1) You don't have a job. You don't want to lie and say you're employed if you're not, but it's not the best thing to lead off with. If you're on food stamps and have a housing voucher or your parents still support you, that may look like a sign of weakness and a threat that you could become dependent on him - or that you may be looking for a meal ticket and not a boyfriend.
2) You slept around in college or high school. Your youthful experiences are your own private business. Too much casual sex is not going to send a good signal. Just be quiet.
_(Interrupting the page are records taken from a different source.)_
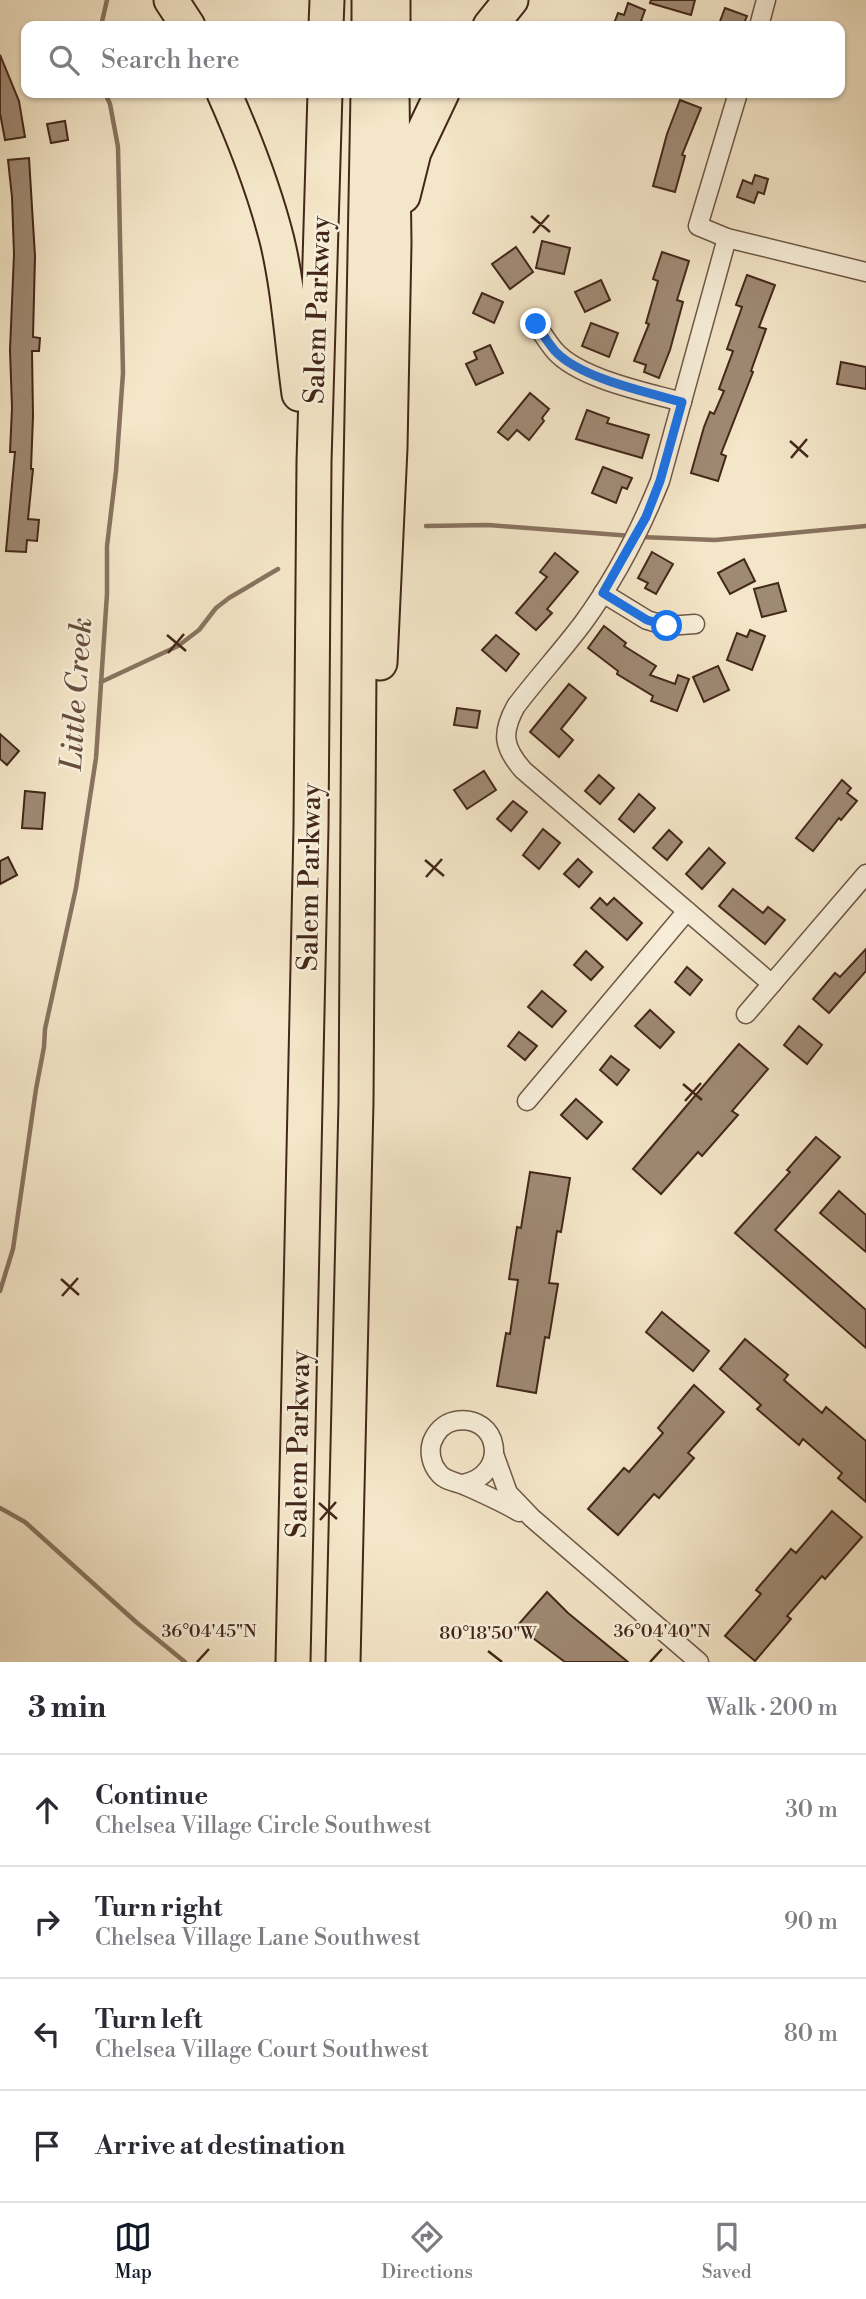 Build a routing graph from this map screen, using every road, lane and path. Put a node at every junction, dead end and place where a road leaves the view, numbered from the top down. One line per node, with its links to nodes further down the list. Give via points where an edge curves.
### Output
1 (172, 0): 7 (highway)
2 (327, 0): 8 (highway)
3 (369, 0): 9 (highway)
4 (393, 0): 10 (highway)
5 (511, 0): 11 (highway)
6 (766, 0): 12 (street)
7 (185, 21)
8 (326, 21)
9 (369, 21)
10 (393, 21)
11 (494, 21)
12 (760, 21)
13 (226, 98): 24 (highway, via 253,163 277,241 301,409)
14 (325, 98): 24 (highway, Salem Parkway)
15 (368, 98): 28 (highway, Salem Parkway)
16 (392, 98): 20 (highway)
17 (440, 98): 20 (highway, via 414,152)
18 (736, 98): 19 (street, via 698,226)
19 (727, 237): 21 (street); 23 (street)
20 (394, 243): 28 (highway, via 385,585 370,853)
21 (866, 272)
22 (536, 324): 23 (street, via 556,352 589,373)
23 (682, 402): 25 (street, via 646,517)
24 (314, 461): 36 (highway, Salem Parkway, via 311,841)
25 (603, 593): 26 (street, via 647,620 667,626); 29 (street, via 512,713 506,735 509,754)
26 (695, 624)
27 (866, 874): 30 (street)
28 (358, 905): 37 (highway, Salem Parkway)
29 (687, 911): 30 (street); 32 (street)
30 (772, 984): 31 (street)
31 (746, 1014)
32 (527, 1101)
33 (494, 1454): 34 (street, via 484,1475); 34 (street, via 492,1439 477,1423 449,1422 438,1431 431,1444 437,1472); 35 (street, via 508,1493)
34 (463, 1484): 35 (street)
35 (532, 1518): 38 (street)
36 (293, 1662)
37 (343, 1662)
38 (699, 1662) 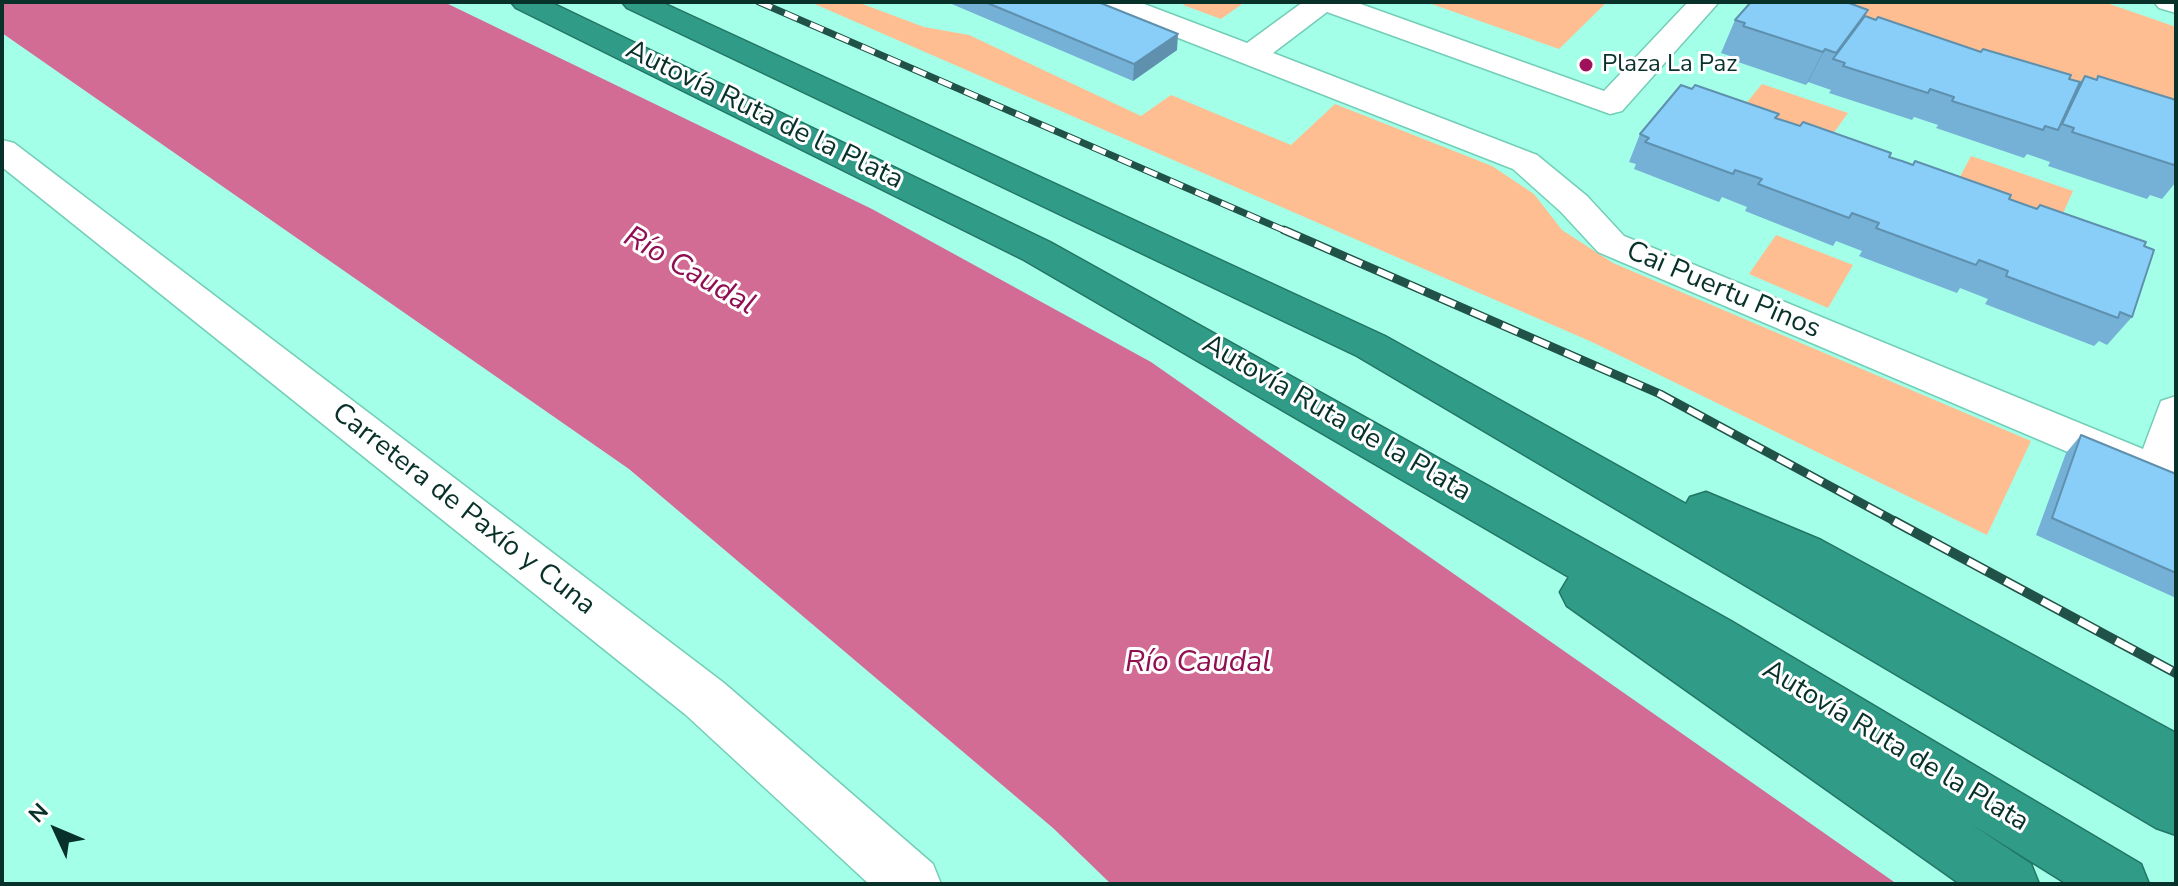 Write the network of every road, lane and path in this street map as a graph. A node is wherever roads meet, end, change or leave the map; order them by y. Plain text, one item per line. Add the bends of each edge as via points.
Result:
1 (526, 2) edge
2 (637, 2) edge
3 (1112, 2) edge
4 (1324, 2) edge
5 (1704, 2) edge
6 (2169, 2) edge
7 (2176, 4) edge
8 (1250, 56) junction
9 (2, 150) edge
10 (1304, 400) junction
11 (1472, 404) junction
12 (2176, 412) edge
13 (2167, 477) edge
14 (2176, 761) edge
15 (2176, 809) edge
16 (912, 884) edge
17 (2010, 884) edge
18 (2120, 884) edge

1 - 10 highway, Autovía Ruta de la Plata via 1037,251
2 - 11 highway, Autovía Ruta de la Plata via 1243,283 1371,346
3 - 8 street, Cai Puertu Pinos
4 - 5 street via 1610,104
4 - 8 street
6 - 7 street
8 - 13 street, Cai Puertu Pinos via 1525,162 1611,244
9 - 16 street, Carretera de Paxío y Cuna via 705,699
10 - 17 highway
10 - 18 highway, Autovía Ruta de la Plata via 1713,636
11 - 14 highway via 1804,554
11 - 15 highway, Autovía Ruta de la Plata
12 - 13 street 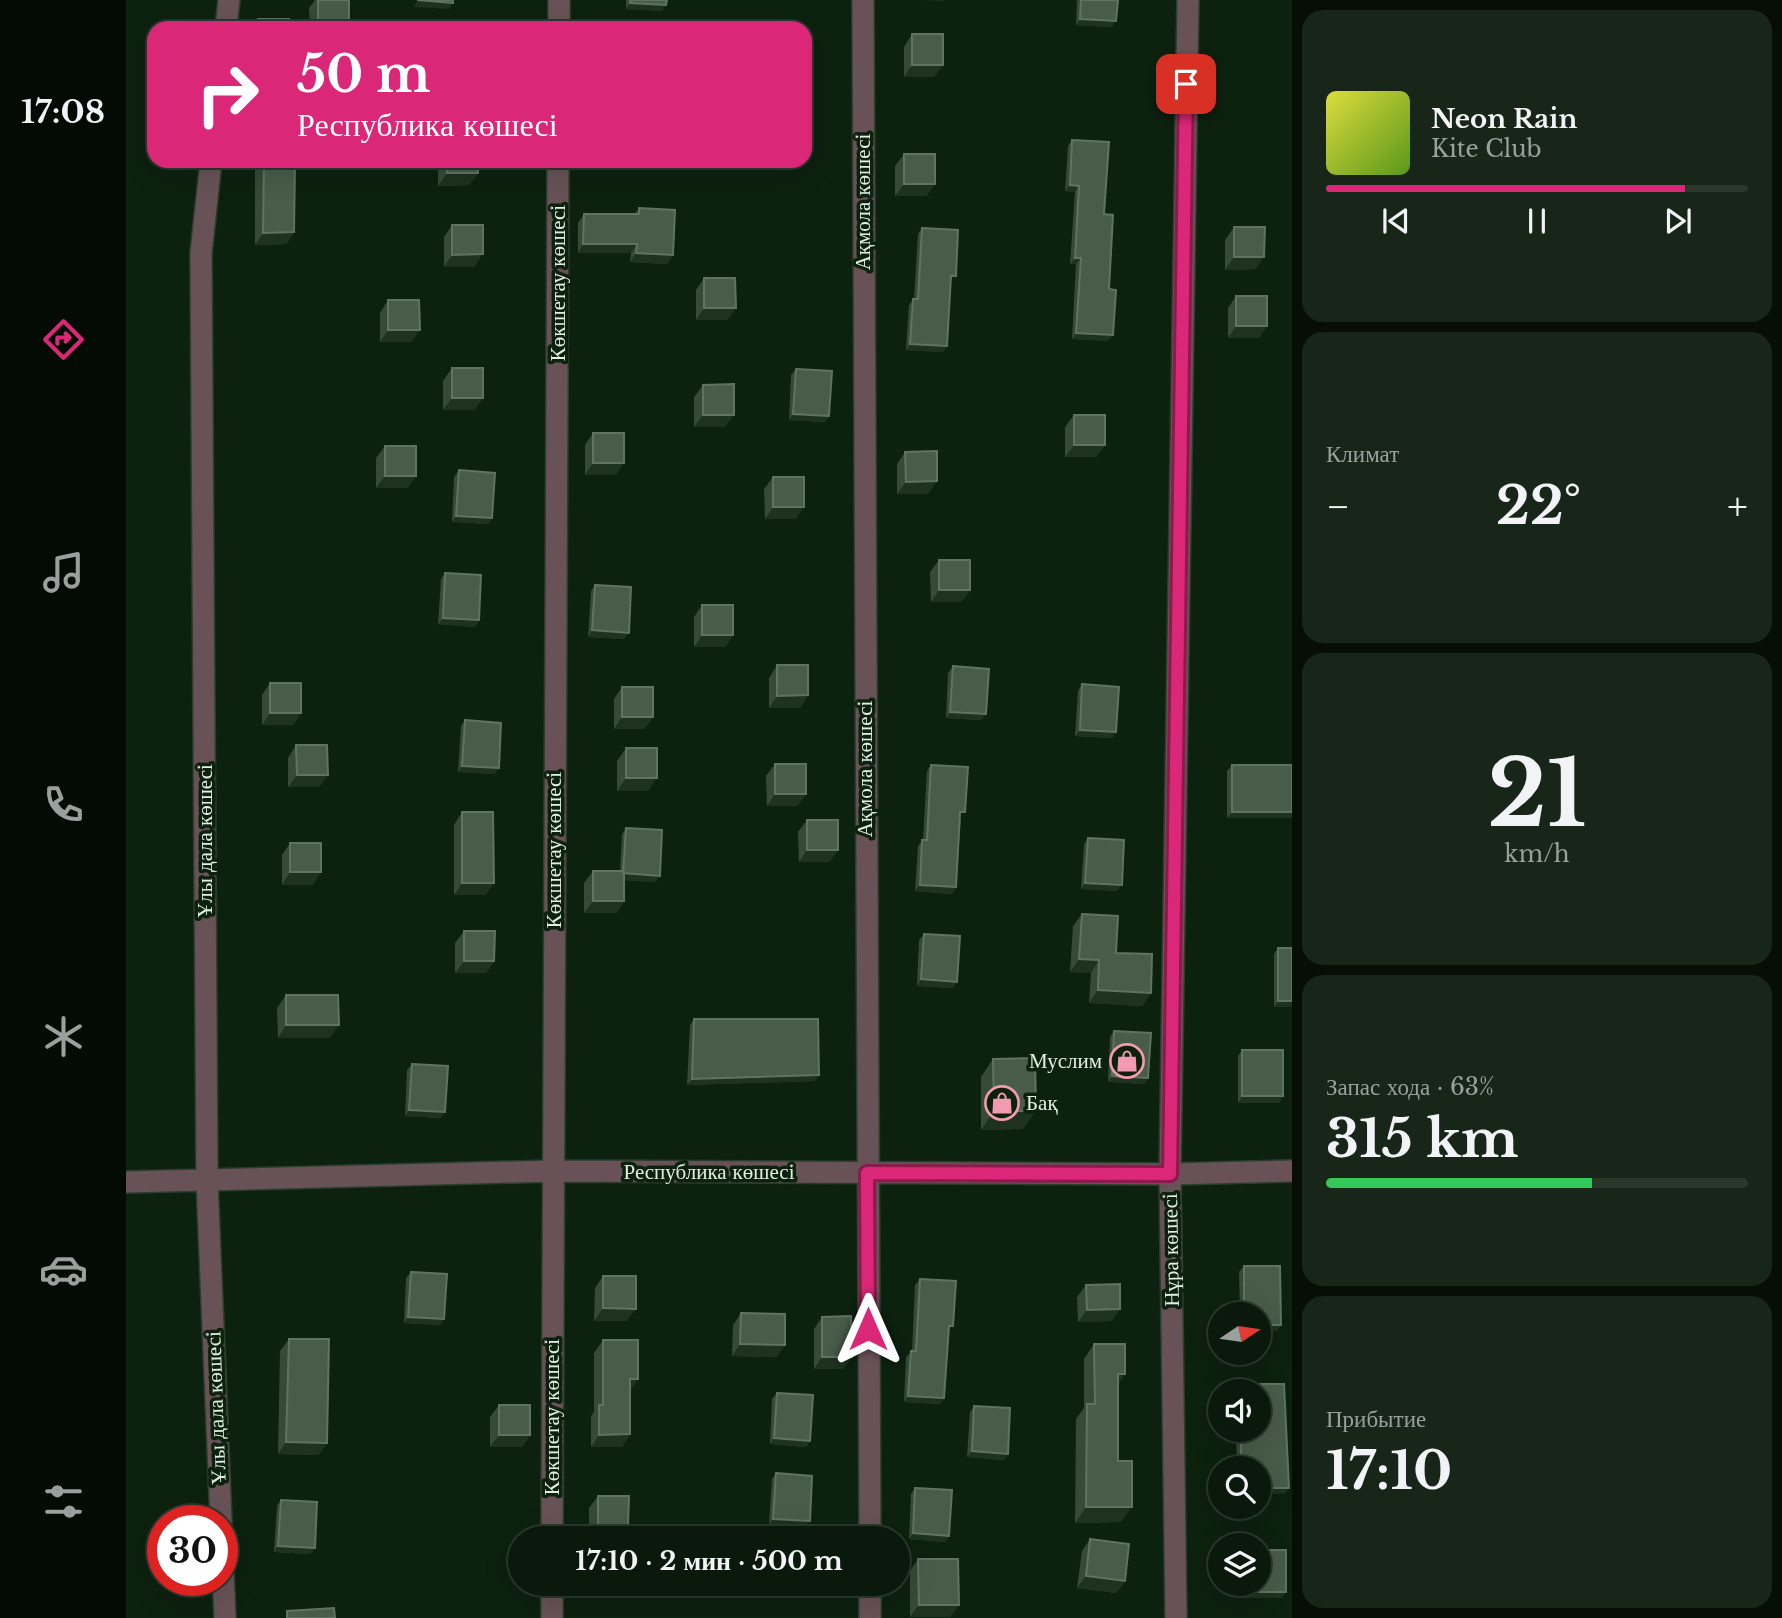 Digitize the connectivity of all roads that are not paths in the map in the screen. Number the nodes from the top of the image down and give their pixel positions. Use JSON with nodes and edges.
{"nodes":[{"id":1,"x":229,"y":0,"type":"edge"},
{"id":2,"x":559,"y":0,"type":"edge"},
{"id":3,"x":863,"y":0,"type":"edge"},
{"id":4,"x":1188,"y":0,"type":"edge"},
{"id":5,"x":227,"y":21,"type":"edge"},
{"id":6,"x":559,"y":21,"type":"edge"},
{"id":7,"x":210,"y":168,"type":"edge"},
{"id":8,"x":558,"y":168,"type":"edge"},
{"id":9,"x":552,"y":1171,"type":"junction"},
{"id":10,"x":1292,"y":1171,"type":"edge"},
{"id":11,"x":867,"y":1173,"type":"junction"},
{"id":12,"x":1170,"y":1174,"type":"junction"},
{"id":13,"x":126,"y":1181,"type":"edge"},
{"id":14,"x":207,"y":1181,"type":"junction"},
{"id":15,"x":220,"y":1505,"type":"edge"},
{"id":16,"x":552,"y":1526,"type":"edge"},
{"id":17,"x":870,"y":1526,"type":"edge"},
{"id":18,"x":224,"y":1596,"type":"edge"},
{"id":19,"x":552,"y":1596,"type":"edge"},
{"id":20,"x":870,"y":1596,"type":"edge"},
{"id":21,"x":225,"y":1618,"type":"edge"},
{"id":22,"x":552,"y":1618,"type":"edge"},
{"id":23,"x":870,"y":1618,"type":"edge"},
{"id":24,"x":1176,"y":1618,"type":"edge"}],
"edges":[{"from":1,"to":5,"type":"street"},
{"from":2,"to":6,"type":"street"},
{"from":3,"to":11,"type":"street","name":"Ақмола көшесі"},
{"from":4,"to":12,"type":"street","name":"Нұра көшесі"},
{"from":7,"to":14,"type":"street","name":"Ұлы дала көшесі"},
{"from":8,"to":9,"type":"street","name":"Көкшетау көшесі"},
{"from":9,"to":11,"type":"street","name":"Республика көшесі"},
{"from":9,"to":14,"type":"street","name":"Республика көшесі"},
{"from":9,"to":16,"type":"street","name":"Көкшетау көшесі"},
{"from":10,"to":12,"type":"street","name":"Республика көшесі"},
{"from":11,"to":12,"type":"street","name":"Республика көшесі"},
{"from":11,"to":17,"type":"street","name":"Ақмола көшесі"},
{"from":12,"to":24,"type":"street","name":"Нұра көшесі"},
{"from":13,"to":14,"type":"street","name":"Республика көшесі"},
{"from":14,"to":15,"type":"street","name":"Ұлы дала көшесі"},
{"from":18,"to":21,"type":"street"},
{"from":19,"to":22,"type":"street"},
{"from":20,"to":23,"type":"street"}]}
3) You were arrested, in a psych ward, or fired. The accepted wisdom is that leopards don't change their spots. It might be a great story or an unfair consequence you didn't deserve, but it is still going to take the shine off your attractiveness and turn you into damaged goods in his eyes. Just don't go there.
4) You haven't dated or had sex in a long time. If you tell him you've been out of circulation for a long time, the next question will be "Why?" And there's never a good answer. It will reflect badly on you and your value as a dateable woman.
5) You were sexually abused. This is an issue that could affect your approach to a sexual relationship and must be addressed at some point. But it is best for a man to see you as a strong woman before he sees you as a victim. This will not make you damaged goods to most men, but it is still best to keep it to yourself until a bond and deeper knowledge of each other has developed.
6) Your ex is abusive and unstable. A man may think physical abuse can change a woman's perception of all men and he also may not want to get into a situation where a crazy dude might barge in on him and get violent.
7) You get dumped a lot. You know they were all jerks and cheaters and derelicts, but your date doesn't. Men want a woman of high value, just as you want a man of value. Don't devalue your currency with stories that won't help your situation and that he doesn't need to know.
8) You cheated. Once a cheater, always a cheater. That may or may not be true, but you don't want to plant a serious reason for him to always distrust and disbelieve you. You are just undercutting your relationship before it really begins. If the question comes up, just look him in the eye and say, "I will never cheat on a man." It's the future tense, so it is not a lie - unless you plan on cheating.